For every line below, output the text exactly and leave out images.

-=-=-=-=-

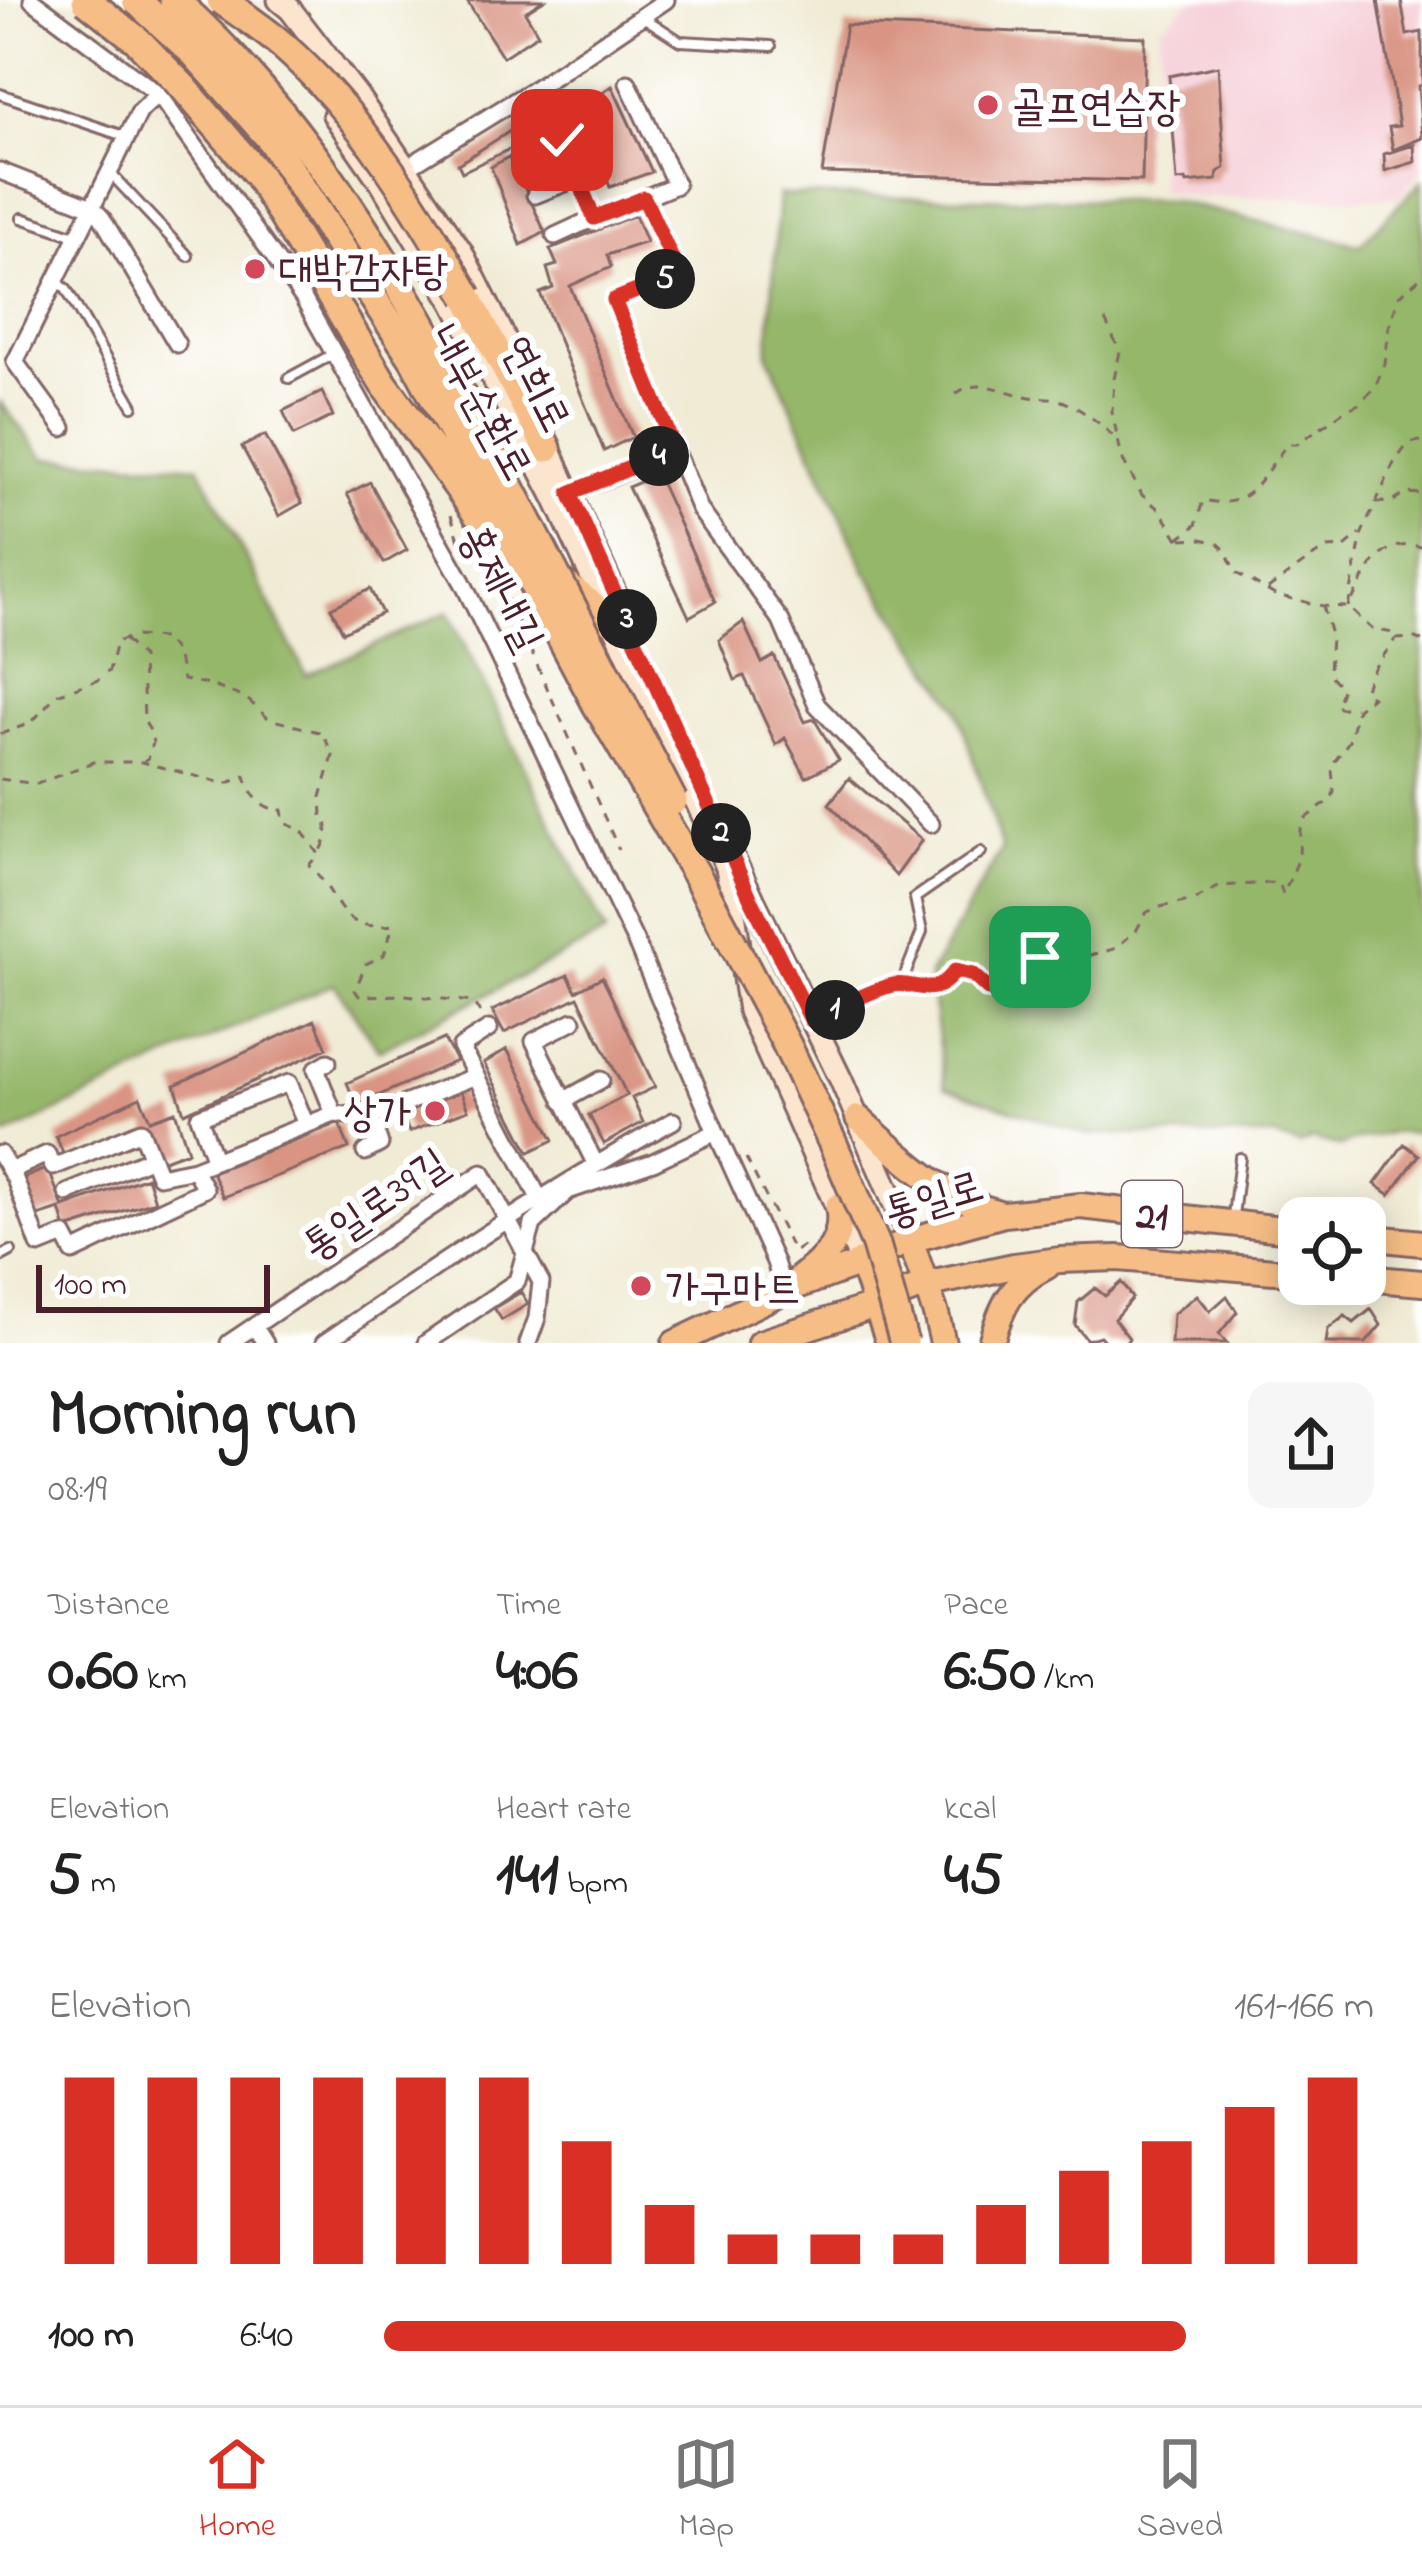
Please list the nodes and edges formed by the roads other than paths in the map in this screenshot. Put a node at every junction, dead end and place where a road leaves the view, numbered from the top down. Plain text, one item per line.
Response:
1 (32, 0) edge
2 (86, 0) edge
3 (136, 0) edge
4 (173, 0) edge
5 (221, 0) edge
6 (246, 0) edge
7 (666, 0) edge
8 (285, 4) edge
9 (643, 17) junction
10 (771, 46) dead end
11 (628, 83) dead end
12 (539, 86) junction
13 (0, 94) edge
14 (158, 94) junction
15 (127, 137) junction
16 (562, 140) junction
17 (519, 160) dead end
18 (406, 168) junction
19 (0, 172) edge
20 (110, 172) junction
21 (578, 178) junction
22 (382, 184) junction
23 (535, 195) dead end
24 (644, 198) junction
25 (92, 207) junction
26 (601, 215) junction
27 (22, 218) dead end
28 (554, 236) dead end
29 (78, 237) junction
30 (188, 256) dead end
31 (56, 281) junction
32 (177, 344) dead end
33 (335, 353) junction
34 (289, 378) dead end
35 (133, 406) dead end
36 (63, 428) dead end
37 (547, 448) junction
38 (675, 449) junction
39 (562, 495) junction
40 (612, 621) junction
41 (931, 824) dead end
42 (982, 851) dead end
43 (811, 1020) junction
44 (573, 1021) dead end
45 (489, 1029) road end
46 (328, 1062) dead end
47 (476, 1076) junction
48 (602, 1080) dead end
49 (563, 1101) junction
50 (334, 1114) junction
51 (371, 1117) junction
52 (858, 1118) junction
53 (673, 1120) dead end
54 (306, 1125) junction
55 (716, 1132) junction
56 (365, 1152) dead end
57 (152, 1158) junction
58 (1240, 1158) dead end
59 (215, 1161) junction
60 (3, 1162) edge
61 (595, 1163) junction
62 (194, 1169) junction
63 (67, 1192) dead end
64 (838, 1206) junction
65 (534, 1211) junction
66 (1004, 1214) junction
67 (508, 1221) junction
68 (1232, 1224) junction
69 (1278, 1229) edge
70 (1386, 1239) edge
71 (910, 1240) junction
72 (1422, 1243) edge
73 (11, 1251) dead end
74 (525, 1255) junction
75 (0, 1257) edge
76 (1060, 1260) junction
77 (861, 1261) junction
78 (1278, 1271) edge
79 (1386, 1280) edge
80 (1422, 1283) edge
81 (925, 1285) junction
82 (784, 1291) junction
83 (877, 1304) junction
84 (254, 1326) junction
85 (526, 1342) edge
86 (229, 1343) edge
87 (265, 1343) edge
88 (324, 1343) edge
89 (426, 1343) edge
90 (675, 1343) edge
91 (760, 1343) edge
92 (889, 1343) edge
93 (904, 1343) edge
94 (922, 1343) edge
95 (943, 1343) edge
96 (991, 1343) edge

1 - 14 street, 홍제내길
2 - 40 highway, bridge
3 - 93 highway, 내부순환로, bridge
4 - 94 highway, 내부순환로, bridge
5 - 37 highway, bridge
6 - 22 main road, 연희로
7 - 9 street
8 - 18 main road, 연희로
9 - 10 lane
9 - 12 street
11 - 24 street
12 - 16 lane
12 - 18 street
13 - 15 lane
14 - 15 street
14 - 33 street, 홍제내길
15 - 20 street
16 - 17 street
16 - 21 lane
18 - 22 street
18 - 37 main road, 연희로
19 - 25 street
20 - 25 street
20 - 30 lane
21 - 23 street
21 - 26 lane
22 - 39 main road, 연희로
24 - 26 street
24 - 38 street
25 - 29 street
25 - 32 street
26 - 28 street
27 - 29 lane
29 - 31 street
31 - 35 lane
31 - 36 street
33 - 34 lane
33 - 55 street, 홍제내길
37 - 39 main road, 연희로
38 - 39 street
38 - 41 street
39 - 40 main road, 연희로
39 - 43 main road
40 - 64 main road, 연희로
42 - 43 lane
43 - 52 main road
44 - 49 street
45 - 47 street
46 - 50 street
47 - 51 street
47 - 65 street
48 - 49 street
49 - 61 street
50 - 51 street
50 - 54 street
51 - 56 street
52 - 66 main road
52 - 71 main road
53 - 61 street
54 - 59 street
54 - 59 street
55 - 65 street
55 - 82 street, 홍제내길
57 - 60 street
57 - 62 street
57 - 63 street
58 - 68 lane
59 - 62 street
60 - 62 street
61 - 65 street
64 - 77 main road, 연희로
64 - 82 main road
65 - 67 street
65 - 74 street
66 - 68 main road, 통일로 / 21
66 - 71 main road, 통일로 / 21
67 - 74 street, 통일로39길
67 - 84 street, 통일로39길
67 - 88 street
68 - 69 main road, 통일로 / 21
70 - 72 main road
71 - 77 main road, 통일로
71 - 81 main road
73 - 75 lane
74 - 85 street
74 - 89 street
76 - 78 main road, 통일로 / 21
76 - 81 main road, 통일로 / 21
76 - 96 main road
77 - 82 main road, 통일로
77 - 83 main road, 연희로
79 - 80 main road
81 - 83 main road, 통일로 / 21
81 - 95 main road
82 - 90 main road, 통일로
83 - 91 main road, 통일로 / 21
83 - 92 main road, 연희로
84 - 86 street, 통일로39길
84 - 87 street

-=-=-=-=-

Exercise response:
Please list the nodes and edges formed by the roads other than paths in the map in this screenshot. Put a node at every junction, dead end and place where a road leaves the view, numbered from the top down. Plain text, one item per line.
Response:
1 (32, 0) edge
2 (86, 0) edge
3 (136, 0) edge
4 (173, 0) edge
5 (221, 0) edge
6 (246, 0) edge
7 (666, 0) edge
8 (285, 4) edge
9 (643, 17) junction
10 (771, 46) dead end
11 (628, 83) dead end
12 (539, 86) junction
13 (0, 94) edge
14 (158, 94) junction
15 (127, 137) junction
16 (562, 140) junction
17 (519, 160) dead end
18 (406, 168) junction
19 (0, 172) edge
20 (110, 172) junction
21 (578, 178) junction
22 (382, 184) junction
23 (535, 195) dead end
24 (644, 198) junction
25 (92, 207) junction
26 (601, 215) junction
27 (22, 218) dead end
28 (554, 236) dead end
29 (78, 237) junction
30 (188, 256) dead end
31 (56, 281) junction
32 (177, 344) dead end
33 (335, 353) junction
34 (289, 378) dead end
35 (133, 406) dead end
36 (63, 428) dead end
37 (547, 448) junction
38 (675, 449) junction
39 (562, 495) junction
40 (612, 621) junction
41 (931, 824) dead end
42 (982, 851) dead end
43 (811, 1020) junction
44 (573, 1021) dead end
45 (489, 1029) road end
46 (328, 1062) dead end
47 (476, 1076) junction
48 (602, 1080) dead end
49 (563, 1101) junction
50 (334, 1114) junction
51 (371, 1117) junction
52 (858, 1118) junction
53 (673, 1120) dead end
54 (306, 1125) junction
55 (716, 1132) junction
56 (365, 1152) dead end
57 (152, 1158) junction
58 (1240, 1158) dead end
59 (215, 1161) junction
60 (3, 1162) edge
61 (595, 1163) junction
62 (194, 1169) junction
63 (67, 1192) dead end
64 (838, 1206) junction
65 (534, 1211) junction
66 (1004, 1214) junction
67 (508, 1221) junction
68 (1232, 1224) junction
69 (1278, 1229) edge
70 (1386, 1239) edge
71 (910, 1240) junction
72 (1422, 1243) edge
73 (11, 1251) dead end
74 (525, 1255) junction
75 (0, 1257) edge
76 (1060, 1260) junction
77 (861, 1261) junction
78 (1278, 1271) edge
79 (1386, 1280) edge
80 (1422, 1283) edge
81 (925, 1285) junction
82 (784, 1291) junction
83 (877, 1304) junction
84 (254, 1326) junction
85 (526, 1342) edge
86 (229, 1343) edge
87 (265, 1343) edge
88 (324, 1343) edge
89 (426, 1343) edge
90 (675, 1343) edge
91 (760, 1343) edge
92 (889, 1343) edge
93 (904, 1343) edge
94 (922, 1343) edge
95 (943, 1343) edge
96 (991, 1343) edge

1 - 14 street, 홍제내길
2 - 40 highway, bridge
3 - 93 highway, 내부순환로, bridge
4 - 94 highway, 내부순환로, bridge
5 - 37 highway, bridge
6 - 22 main road, 연희로
7 - 9 street
8 - 18 main road, 연희로
9 - 10 lane
9 - 12 street
11 - 24 street
12 - 16 lane
12 - 18 street
13 - 15 lane
14 - 15 street
14 - 33 street, 홍제내길
15 - 20 street
16 - 17 street
16 - 21 lane
18 - 22 street
18 - 37 main road, 연희로
19 - 25 street
20 - 25 street
20 - 30 lane
21 - 23 street
21 - 26 lane
22 - 39 main road, 연희로
24 - 26 street
24 - 38 street
25 - 29 street
25 - 32 street
26 - 28 street
27 - 29 lane
29 - 31 street
31 - 35 lane
31 - 36 street
33 - 34 lane
33 - 55 street, 홍제내길
37 - 39 main road, 연희로
38 - 39 street
38 - 41 street
39 - 40 main road, 연희로
39 - 43 main road
40 - 64 main road, 연희로
42 - 43 lane
43 - 52 main road
44 - 49 street
45 - 47 street
46 - 50 street
47 - 51 street
47 - 65 street
48 - 49 street
49 - 61 street
50 - 51 street
50 - 54 street
51 - 56 street
52 - 66 main road
52 - 71 main road
53 - 61 street
54 - 59 street
54 - 59 street
55 - 65 street
55 - 82 street, 홍제내길
57 - 60 street
57 - 62 street
57 - 63 street
58 - 68 lane
59 - 62 street
60 - 62 street
61 - 65 street
64 - 77 main road, 연희로
64 - 82 main road
65 - 67 street
65 - 74 street
66 - 68 main road, 통일로 / 21
66 - 71 main road, 통일로 / 21
67 - 74 street, 통일로39길
67 - 84 street, 통일로39길
67 - 88 street
68 - 69 main road, 통일로 / 21
70 - 72 main road
71 - 77 main road, 통일로
71 - 81 main road
73 - 75 lane
74 - 85 street
74 - 89 street
76 - 78 main road, 통일로 / 21
76 - 81 main road, 통일로 / 21
76 - 96 main road
77 - 82 main road, 통일로
77 - 83 main road, 연희로
79 - 80 main road
81 - 83 main road, 통일로 / 21
81 - 95 main road
82 - 90 main road, 통일로
83 - 91 main road, 통일로 / 21
83 - 92 main road, 연희로
84 - 86 street, 통일로39길
84 - 87 street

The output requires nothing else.